Lahdedah the champion but greyhound racing the winner

Lahdedah the champion but greyhound racing the winner

IT lived up to the hype and proved all the doom-mongers wrong. The 2024 Star Sports/TRC English Greyhound Derby over Towcester's 500m course was truly a competition for the ages.

The history books will record Liam Dowling's De Lahdedah, an Irish Derby semi-finalist as a pup last year, as champion with the Garsuns Syndicate, comprising of John McAuliffe and his son-in-laws Kevin O’Connor and Stephen Hanrahan as winning owners.

An Irish winner was favoured after a record initial entry of some 50, but the twists and turns before we got there were enough to fill a novel never mind a webpage. And it was simply gripping.

The likely strength of the Irish entry was highlighted before the competition even started with Graham Holland, who sent out Romeo Magico and Gaytime Nemo to land back-to-back Derby titles in 2022 and 2023, registering an incredible nine trial stakes victories over successive weekends.
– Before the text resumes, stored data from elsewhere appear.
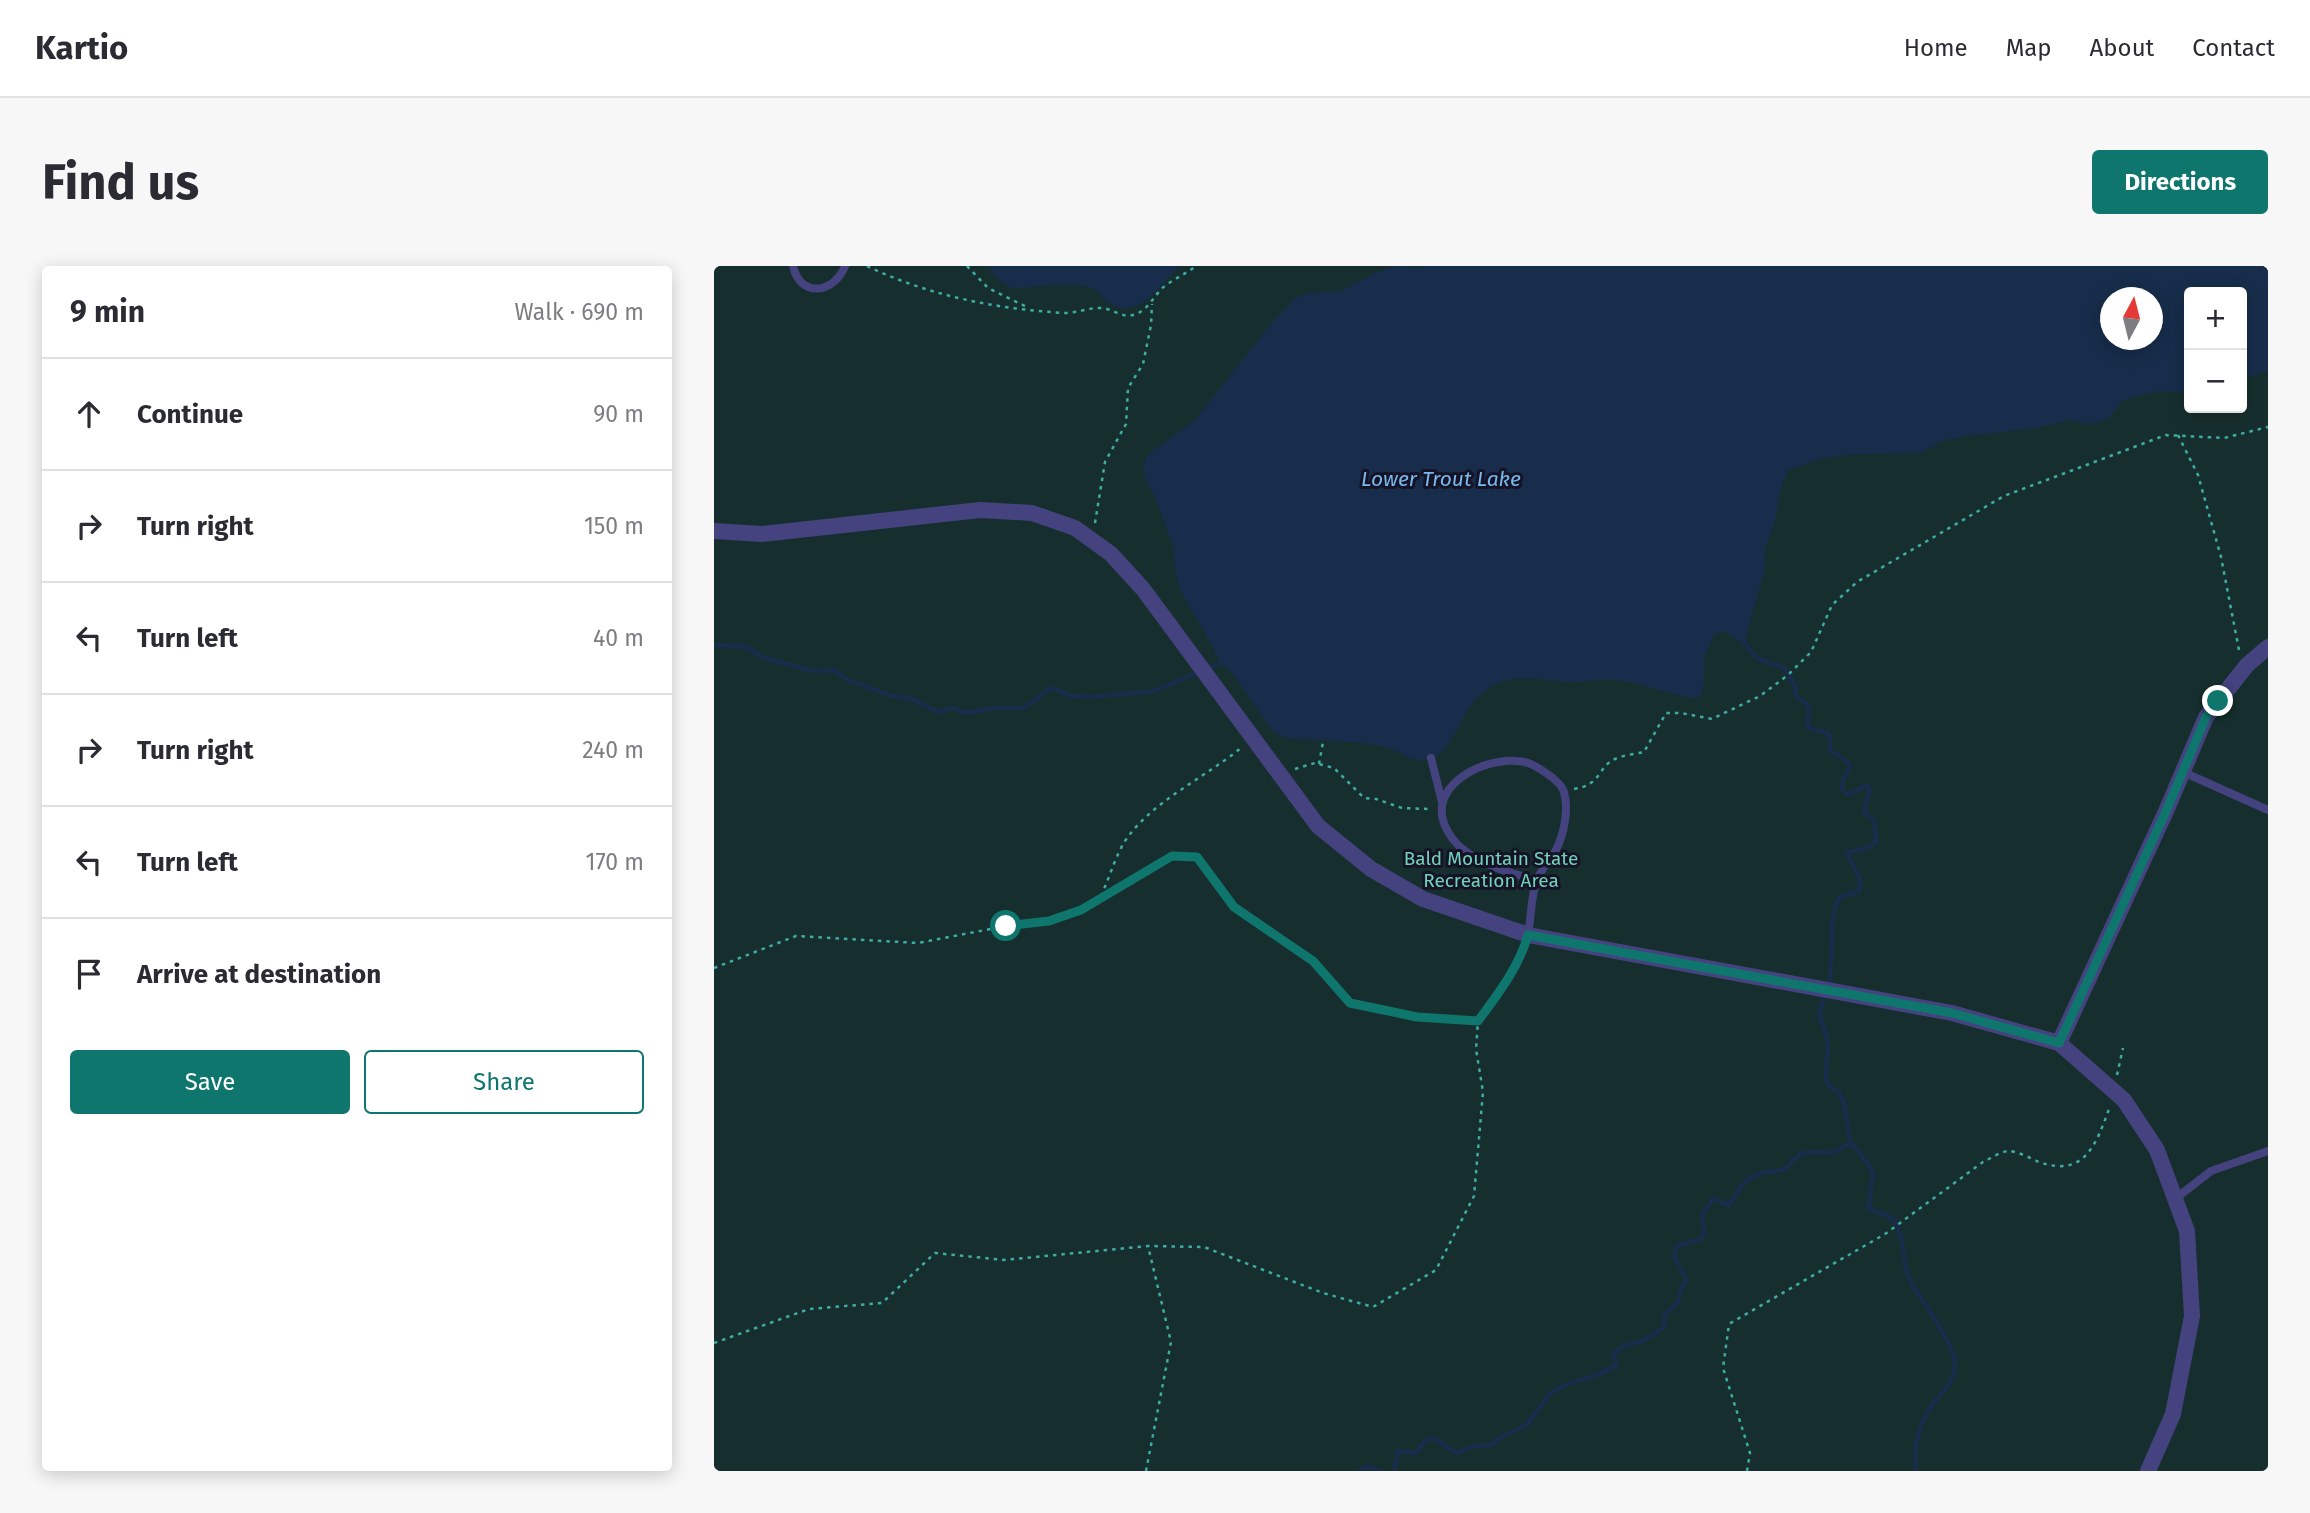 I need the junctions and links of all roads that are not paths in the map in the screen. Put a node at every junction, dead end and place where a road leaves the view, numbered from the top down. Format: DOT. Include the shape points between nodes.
graph roads {
  1 [pos="793,266"];
  2 [pos="845,266"];
  3 [pos="714,531"];
  4 [pos="2264,656"];
  5 [pos="1431,758"];
  6 [pos="2183,772"];
  7 [pos="1442,802"];
  8 [pos="2268,810"];
  9 [pos="1537,880"];
  10 [pos="1528,935"];
  11 [pos="2059,1043"];
  12 [pos="2268,1151"];
  13 [pos="2175,1199"];
  14 [pos="2148,1471"];
  1 -- 2 [label="lane" via="804,285 817,289 831,286"];
  3 -- 10 [label="street" via="762,534 980,510 1032,513 1075,528 1111,554 1143,589 1318,826 1371,869 1423,899"];
  4 -- 6 [label="street" via="2243,670 2206,717"];
  5 -- 7 [label="lane"];
  6 -- 8 [label="lane"];
  6 -- 11 [label="street"];
  7 -- 9 [label="lane" via="1441,818 1457,845 1489,864"];
  7 -- 9 [label="lane" via="1458,779 1500,761 1532,764 1550,775 1564,790 1563,832"];
  9 -- 10 [label="lane"];
  10 -- 11 [label="street" via="1952,1013"];
  11 -- 13 [label="street" via="2124,1100 2157,1150"];
  12 -- 13 [label="lane" via="2211,1171"];
  13 -- 14 [label="street" via="2187,1231 2192,1316 2173,1414"];
}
Ultimately, Gaytime Nemo and his pre-event intake The Other Kobe, the 2023 Irish Derby champion, would fare best of the Holland squad and reach the semi-finals but the Irish might came to the fore right from day one.
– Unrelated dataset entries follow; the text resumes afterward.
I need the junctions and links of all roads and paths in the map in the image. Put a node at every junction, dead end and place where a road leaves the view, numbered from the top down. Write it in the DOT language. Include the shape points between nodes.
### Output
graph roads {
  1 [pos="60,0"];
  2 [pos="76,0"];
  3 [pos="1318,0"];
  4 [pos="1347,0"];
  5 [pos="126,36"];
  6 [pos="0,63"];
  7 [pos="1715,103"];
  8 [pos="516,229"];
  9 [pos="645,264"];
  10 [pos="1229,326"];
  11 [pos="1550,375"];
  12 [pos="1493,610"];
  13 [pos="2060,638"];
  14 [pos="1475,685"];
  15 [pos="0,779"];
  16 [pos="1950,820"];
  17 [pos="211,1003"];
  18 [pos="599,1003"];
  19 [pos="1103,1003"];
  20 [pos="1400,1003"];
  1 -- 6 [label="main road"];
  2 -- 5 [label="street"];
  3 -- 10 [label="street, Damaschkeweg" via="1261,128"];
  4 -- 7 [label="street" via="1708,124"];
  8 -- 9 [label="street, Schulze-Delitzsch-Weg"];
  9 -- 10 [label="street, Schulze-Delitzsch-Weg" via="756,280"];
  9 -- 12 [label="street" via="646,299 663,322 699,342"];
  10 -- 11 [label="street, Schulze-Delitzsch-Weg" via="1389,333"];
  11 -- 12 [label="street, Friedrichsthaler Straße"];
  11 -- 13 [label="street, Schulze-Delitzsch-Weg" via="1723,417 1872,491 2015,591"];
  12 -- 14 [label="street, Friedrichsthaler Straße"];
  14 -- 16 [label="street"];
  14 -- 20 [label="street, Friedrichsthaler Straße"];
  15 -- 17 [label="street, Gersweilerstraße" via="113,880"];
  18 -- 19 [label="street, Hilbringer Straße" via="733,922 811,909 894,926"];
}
The penultimate Thursday in May saw the opening ten of 31 first round heats after a final total of 184 names had gone into the drum for the draw.
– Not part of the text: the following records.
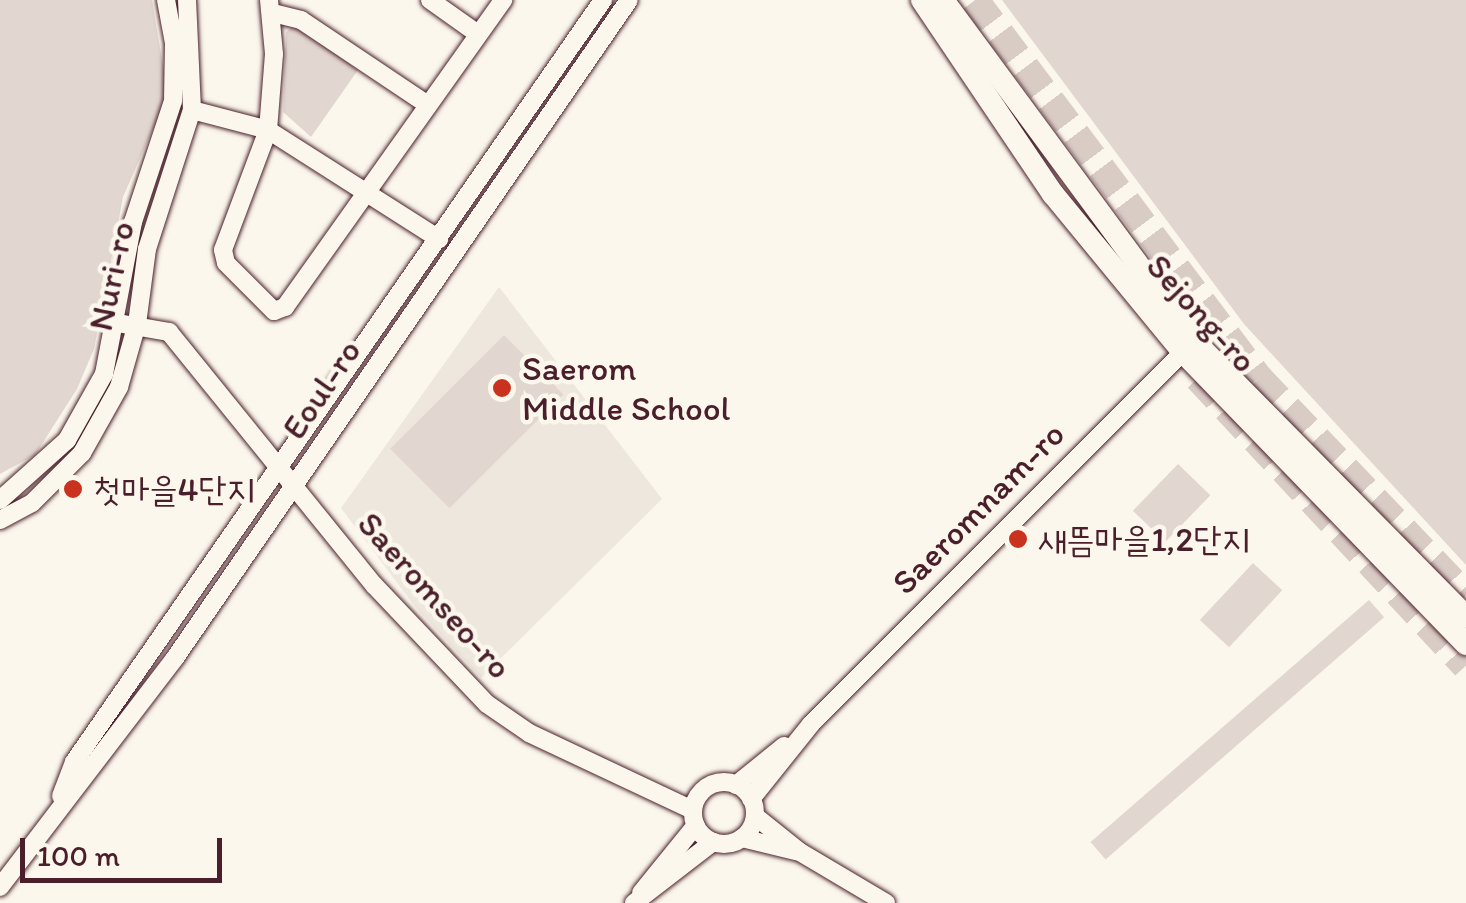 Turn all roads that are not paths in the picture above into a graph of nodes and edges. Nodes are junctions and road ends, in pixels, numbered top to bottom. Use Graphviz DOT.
graph roads {
  1 [pos="166,0"];
  2 [pos="187,0"];
  3 [pos="430,0"];
  4 [pos="502,0"];
  5 [pos="603,0"];
  6 [pos="630,0"];
  7 [pos="922,0"];
  8 [pos="944,0"];
  9 [pos="271,6"];
  10 [pos="478,34"];
  11 [pos="428,105"];
  12 [pos="192,110"];
  13 [pos="268,130"];
  14 [pos="367,191"];
  15 [pos="439,239"];
  16 [pos="117,322"];
  17 [pos="138,324"];
  18 [pos="1188,346"];
  19 [pos="282,466"];
  20 [pos="296,484"];
  21 [pos="0,500"];
  22 [pos="0,520"];
  23 [pos="1466,618"];
  24 [pos="1466,644"];
  25 [pos="811,724"];
  26 [pos="736,784"];
  27 [pos="57,807"];
  28 [pos="753,807"];
  29 [pos="697,809"];
  30 [pos="742,838"];
  31 [pos="712,842"];
  32 [pos="800,852"];
  33 [pos="0,886"];
  34 [pos="635,902"];
  35 [pos="886,903"];
  1 -- 16 [label="street, Nuri-ro"];
  2 -- 12 [label="street, Nuri-ro"];
  3 -- 10 [label="street"];
  4 -- 10 [label="street"];
  5 -- 15 [label="street, Eoul-ro"];
  6 -- 20 [label="street, Eoul-ro"];
  7 -- 18 [label="main road, Sejong-ro"];
  8 -- 18 [label="main road, Sejong-ro"];
  9 -- 11 [label="street"];
  9 -- 13 [label="street"];
  10 -- 11 [label="street"];
  11 -- 14 [label="street"];
  12 -- 13 [label="street"];
  12 -- 17 [label="street, Nuri-ro"];
  13 -- 14 [label="street"];
  13 -- 14 [label="street"];
  14 -- 15 [label="street"];
  15 -- 19 [label="street, Eoul-ro"];
  16 -- 17 [label="street"];
  16 -- 21 [label="street, Nuri-ro"];
  17 -- 19 [label="street, Saeromseo-ro"];
  17 -- 22 [label="street, Nuri-ro"];
  18 -- 23 [label="main road, Sejong-ro"];
  18 -- 24 [label="main road, Sejong-ro"];
  18 -- 25 [label="street, Saeromnam-ro"];
  19 -- 20 [label="street, Saeromseo-ro"];
  19 -- 27 [label="street, Eoul-ro"];
  20 -- 27 [label="street, Eoul-ro"];
  20 -- 29 [label="street, Saeromseo-ro"];
  25 -- 26 [label="street, Saeromnam-ro"];
  25 -- 28 [label="street, Saeromnam-ro"];
  26 -- 28 [label="street"];
  26 -- 29 [label="street"];
  27 -- 33 [label="street, Eoul-ro"];
  28 -- 30 [label="street"];
  28 -- 32 [label="street"];
  29 -- 31 [label="street"];
  29 -- 34 [label="street"];
  30 -- 31 [label="street"];
  30 -- 32 [label="street"];
  31 -- 34 [label="street"];
  32 -- 35 [label="street"];
}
And that first night would ultimately provide all we needed to know, although it was not that obvious at the time. The first par of the report on contained the names of the two greyhounds who would eventually finish first and second in the final.

That was not to say there were not other first round highlights, particularly 24 hours later when Liz and Rab McNair experienced a 16-minutes roller-coaster of emotions.

In the opening heat on Friday, their leading fancy Queen Joni, who would go on to land the Derby Plate as some form of consolation, was eliminated after stumbling at the start but then long-time ante-post favourite King Memphis equalled the 28.58sec 500m track record with a dominant victory in the following race.

First round Saturday saw Patrick Janssens' Barntick Bear star with a 28.68sec victory. That was as good as it got for him in the Classic but he did return to Towcester on final night to make a winning six-bend debut.

There were five Irish winners to open round two on Friday 31st May, including a certain Liam Dowling-trained greyhound.

Heat honours were shared on second round Saturday with four UK and four Irish winners, the 'home' side taking the honour of run of the night when Crafty Shivoo took her perfect Towcester record to eight with a brilliant 28.59sec victory.

Eight became nine in round three, the first night when all remaining Derby survivors run on the same card, and there was a by now familiar name just held by Crafty Shivoo in doing so.

At the end of the round, Ireland had gained numerical supremacy for the first time with 13 qualifiers compared to 11 for the UK although the raiding party would be reduced by one when 2023 finalist Swords Rex was withdrawn.

There were three greyhounds remaining unbeaten going into the quarter-finals - Crafty Shivoo, King Memphis and The Other Kobe.

That trio lost two members in the quarter-finals with Crafty Shivoo narrowly eliminated and The Other Kobe caught close home but King Memphis went marching on.

As a footnote to that Boylesports Bob demolition job, sneaking through in third was De Lahdedah, having been last at the third bend before missing trouble at three-quarters to qualify somewhat fortuitously. Fine margins and all that.

De Lahdedah duly made the most of that good fortune with a superb semi-final victory, leading from the first bend and going on to beat Whyaye Man and Boylesports Bob in 28.79sec.

We were not to know but the same trio would fill the first three places in the final seven days later albeit with Boylesports Bob second and Whyaye Man third.

With Churchfield Syd holding King Memphis by a short-head in a second semi won in 28.98sec, Ballymac Gizmo qualifying in third to give Liam Dowling a second finalist, pre-draw betting for the decider had King Memphis at 11/8 and De Lahdedah at 13/8.

However, following the Monday draw at the Derby lunch the duo went in their separate directions, the consensus that King Memphis had fared well in drawing three directly inside his chief rival in four eventually seeing them sent off SP's of 11/10 and a scarcely-believable 5/1 respectively.

The rest, as they say, is history with King Memphis beaten to all intents and purposes the moment traps opened and he came out a clear last, while De Lahdedah was quickly chasing fast-starting Churchfield Syd and then diving inside to take command off the second.

Boylesports Bob made it a 1-2 for the Irish with Whyaye Man third and, just for good measure, the winning time of 28.58sec saw De Lahdedah join Droopys Clue and the vanquished King Memphis as co-track record holder thus emulating Taylors Sky in 2011 as doing so in a final.


Dowling, then, landed his first English Derby title in the fourth final in which he had been represented, going one better than the second place Ballymac Tas claimed behind Priceless Blake at Nottingham in 2019.

And if you had any doubt what it meant to him, watch the gentleman in the white shirt holding his jacket . . . well holding it for a while anyway.